What Is the Stock Market, What Does It Do, and How Does It Work? Flashcards
Stock Market (or Stock Exchange)
The term stock market refers to several exchanges in which shares of publicly held companies are bought and sold. Such financial activities are conducted through formal exchanges and via over-the-counter (OTC) marketplaces that operate under a defined set of regulations
Primary Market
Where new stocks and bonds are sold to the public for the first time.
Secondary Market
The secondary market is where investors buy and sell securities. Trades take place on the secondary market between other investors and traders rather than from the companies that issue the securities. The stock exchange earns a fee for every trade that occurs on its platform during secondary market activity.
Initial Public Offering
As a primary market, the stock market allows companies to issue and sell their shares to the public for the first time through the process of an initial public offering (IPO). This activity helps companies raise necessary capital from investors.
Rights Offering (Issue)
An offer to existing shareholders to purchase newly-issued stock, the right to which they can usually exercise or sell on the open market.
Follow-on Offerings (FPOs)
Issuance of stock following the IPO.
Two types:
1. Diluted Follow-on Offering – happens when a company issues additional shares to raise funding and offer those shares to the public market. As the number of shares increases, the earnings per share (EPS) decreases.
2. Non-Diluted Follow-on offering – Non-diluted follow-on offerings happen when holders of existing, privately-held shares bring previously issued shares to the public market for sale. Cash proceeds from non-diluted sales go directly to the shareholders placing the stock into the open market.
Buyback (or Share Repurchase)
when a company buys its own outstanding shares to reduce the number of shares available on the open market.
Delisting
Delisting is the removal of a listed security from a stock exchange. The delisting of a security can be voluntary or involuntary and usually results when a company ceases operations, declares bankruptcy, merges, does not meet listing requirements, or seeks to become private.
What are the functions of the stock market?

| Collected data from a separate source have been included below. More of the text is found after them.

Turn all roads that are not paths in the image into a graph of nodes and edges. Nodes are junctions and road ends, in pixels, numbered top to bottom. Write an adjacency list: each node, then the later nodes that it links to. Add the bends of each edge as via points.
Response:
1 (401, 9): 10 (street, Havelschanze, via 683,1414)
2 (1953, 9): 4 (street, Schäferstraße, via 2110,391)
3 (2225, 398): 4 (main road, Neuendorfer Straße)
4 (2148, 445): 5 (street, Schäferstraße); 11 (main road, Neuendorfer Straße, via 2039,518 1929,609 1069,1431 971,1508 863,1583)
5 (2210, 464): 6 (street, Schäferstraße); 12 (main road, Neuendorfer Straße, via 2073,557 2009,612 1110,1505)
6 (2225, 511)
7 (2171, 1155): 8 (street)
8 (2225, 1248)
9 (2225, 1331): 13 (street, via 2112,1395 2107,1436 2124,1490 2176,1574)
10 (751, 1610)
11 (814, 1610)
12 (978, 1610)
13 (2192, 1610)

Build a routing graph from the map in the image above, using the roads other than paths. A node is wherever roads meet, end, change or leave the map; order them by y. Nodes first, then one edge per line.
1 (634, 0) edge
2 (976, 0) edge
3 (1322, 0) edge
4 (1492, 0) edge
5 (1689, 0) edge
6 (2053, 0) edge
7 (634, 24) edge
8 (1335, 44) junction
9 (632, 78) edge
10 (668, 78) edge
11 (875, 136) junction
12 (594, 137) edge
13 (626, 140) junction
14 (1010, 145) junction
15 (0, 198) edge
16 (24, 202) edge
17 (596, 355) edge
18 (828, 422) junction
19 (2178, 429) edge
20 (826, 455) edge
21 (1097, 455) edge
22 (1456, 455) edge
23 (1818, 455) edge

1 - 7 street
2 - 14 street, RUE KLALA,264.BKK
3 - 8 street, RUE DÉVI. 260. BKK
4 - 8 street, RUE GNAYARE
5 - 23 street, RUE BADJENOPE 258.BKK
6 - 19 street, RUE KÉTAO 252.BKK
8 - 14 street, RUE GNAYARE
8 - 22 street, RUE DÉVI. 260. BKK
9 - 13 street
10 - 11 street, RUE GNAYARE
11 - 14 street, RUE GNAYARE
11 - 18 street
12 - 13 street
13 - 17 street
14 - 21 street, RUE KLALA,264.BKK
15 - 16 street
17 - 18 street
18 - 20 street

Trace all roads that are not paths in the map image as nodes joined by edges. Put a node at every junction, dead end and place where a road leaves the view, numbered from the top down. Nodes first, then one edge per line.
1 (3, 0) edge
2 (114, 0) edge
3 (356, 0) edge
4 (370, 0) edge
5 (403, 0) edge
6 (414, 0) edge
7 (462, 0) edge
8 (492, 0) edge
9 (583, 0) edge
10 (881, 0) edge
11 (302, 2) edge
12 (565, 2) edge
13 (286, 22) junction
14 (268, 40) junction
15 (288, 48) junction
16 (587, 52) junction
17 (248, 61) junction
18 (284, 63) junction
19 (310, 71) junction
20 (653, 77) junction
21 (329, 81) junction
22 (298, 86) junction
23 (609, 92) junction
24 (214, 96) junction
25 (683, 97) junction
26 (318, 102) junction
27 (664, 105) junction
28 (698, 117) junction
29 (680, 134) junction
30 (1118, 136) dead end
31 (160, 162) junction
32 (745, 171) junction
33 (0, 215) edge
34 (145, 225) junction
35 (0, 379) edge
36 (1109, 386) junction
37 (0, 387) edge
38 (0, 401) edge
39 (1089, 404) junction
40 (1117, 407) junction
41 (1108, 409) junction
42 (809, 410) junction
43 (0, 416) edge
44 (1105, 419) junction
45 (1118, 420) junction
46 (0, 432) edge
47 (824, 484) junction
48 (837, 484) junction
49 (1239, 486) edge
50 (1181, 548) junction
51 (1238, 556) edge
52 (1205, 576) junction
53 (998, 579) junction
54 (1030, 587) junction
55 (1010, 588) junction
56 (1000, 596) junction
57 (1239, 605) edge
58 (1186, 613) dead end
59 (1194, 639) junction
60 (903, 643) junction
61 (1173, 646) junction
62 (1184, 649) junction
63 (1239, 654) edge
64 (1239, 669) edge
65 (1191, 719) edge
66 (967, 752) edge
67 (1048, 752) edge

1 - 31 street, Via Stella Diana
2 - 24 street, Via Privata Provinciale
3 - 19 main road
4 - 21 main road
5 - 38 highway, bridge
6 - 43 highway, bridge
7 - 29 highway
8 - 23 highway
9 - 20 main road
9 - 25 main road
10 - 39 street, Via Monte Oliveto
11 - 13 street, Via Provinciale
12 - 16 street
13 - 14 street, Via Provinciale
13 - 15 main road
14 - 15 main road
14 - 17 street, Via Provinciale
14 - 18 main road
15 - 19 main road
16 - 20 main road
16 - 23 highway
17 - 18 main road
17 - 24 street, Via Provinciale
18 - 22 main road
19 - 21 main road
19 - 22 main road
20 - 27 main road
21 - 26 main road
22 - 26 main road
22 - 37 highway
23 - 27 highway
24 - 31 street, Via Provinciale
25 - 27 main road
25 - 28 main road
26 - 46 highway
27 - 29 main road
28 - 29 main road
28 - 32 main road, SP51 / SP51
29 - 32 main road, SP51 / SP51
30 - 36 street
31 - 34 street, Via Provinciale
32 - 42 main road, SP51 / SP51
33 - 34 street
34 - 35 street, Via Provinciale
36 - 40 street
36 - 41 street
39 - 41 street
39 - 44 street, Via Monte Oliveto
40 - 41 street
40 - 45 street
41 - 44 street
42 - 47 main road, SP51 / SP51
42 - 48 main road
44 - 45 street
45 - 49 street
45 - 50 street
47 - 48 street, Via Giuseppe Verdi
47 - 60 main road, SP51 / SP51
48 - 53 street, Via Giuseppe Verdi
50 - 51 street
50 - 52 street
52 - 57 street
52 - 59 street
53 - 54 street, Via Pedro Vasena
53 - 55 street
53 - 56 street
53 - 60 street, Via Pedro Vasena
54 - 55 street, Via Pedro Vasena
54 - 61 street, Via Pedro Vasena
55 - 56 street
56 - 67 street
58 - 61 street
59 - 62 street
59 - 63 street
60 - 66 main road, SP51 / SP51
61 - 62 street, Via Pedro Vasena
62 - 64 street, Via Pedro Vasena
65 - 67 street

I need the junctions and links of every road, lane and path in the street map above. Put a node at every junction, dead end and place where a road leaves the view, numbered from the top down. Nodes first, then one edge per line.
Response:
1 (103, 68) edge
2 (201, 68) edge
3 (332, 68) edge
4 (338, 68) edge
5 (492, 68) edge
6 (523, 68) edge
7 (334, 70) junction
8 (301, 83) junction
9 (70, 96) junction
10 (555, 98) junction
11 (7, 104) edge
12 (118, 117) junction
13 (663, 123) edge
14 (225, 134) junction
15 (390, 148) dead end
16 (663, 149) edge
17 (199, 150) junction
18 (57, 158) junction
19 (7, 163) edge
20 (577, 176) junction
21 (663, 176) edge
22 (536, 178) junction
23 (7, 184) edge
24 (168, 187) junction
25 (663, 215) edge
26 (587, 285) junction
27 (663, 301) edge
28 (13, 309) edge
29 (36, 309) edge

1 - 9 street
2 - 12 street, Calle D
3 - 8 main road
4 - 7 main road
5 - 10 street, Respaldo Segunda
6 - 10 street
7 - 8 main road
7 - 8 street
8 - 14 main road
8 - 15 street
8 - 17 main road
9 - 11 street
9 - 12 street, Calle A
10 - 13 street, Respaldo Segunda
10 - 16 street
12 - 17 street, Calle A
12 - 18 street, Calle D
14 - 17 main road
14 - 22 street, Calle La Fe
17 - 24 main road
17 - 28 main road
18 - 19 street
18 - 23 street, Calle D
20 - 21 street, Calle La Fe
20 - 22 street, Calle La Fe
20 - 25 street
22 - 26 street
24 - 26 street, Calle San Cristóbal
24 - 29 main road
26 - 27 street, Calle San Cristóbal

The stock market ensures price transparency, liquidity, price discovery, and fair dealings in trading activities.
Price transparency
refers to the extent to which information about the bid prices, ask prices, and trading quantities for a specific stock is available.
Bid price
A bid price is a price for which somebody is willing to buy something, whether it be a security, asset, commodity, service, or contract. It is colloquially known as a “bid” in many markets and jurisdictions.
Ask price
The ask is the price a seller is willing to accept for a security, which is often referred to as the offer price. Along with the price, the ask quote might also stipulate the amount of the security available to be sold at the stated price. The bid is the price a buyer is willing to pay for a security, and the ask will always be higher than the bid.
Price discovery
Price discovery is the process conducted between buyers and sellers, whether explicit or inferred, of setting the spot price or the fair price of any asset that is being traded
Spot Price
The spot price is the current price in the marketplace at which a given asset—such as a security, commodity, or currency—can be bought or sold for immediate delivery. While spot prices are specific to both time and place, in a global economy the spot price of most securities or commodities tends to be fairly uniform worldwide when accounting for exchange rates. In contrast to the spot price, a futures price is an agreed upon price for future delivery of the asset.
Two-sided market
A two-sided market exists when both buyers and sellers meet to exchange a product or service, creating both bids to buy and offers (asks) to sell.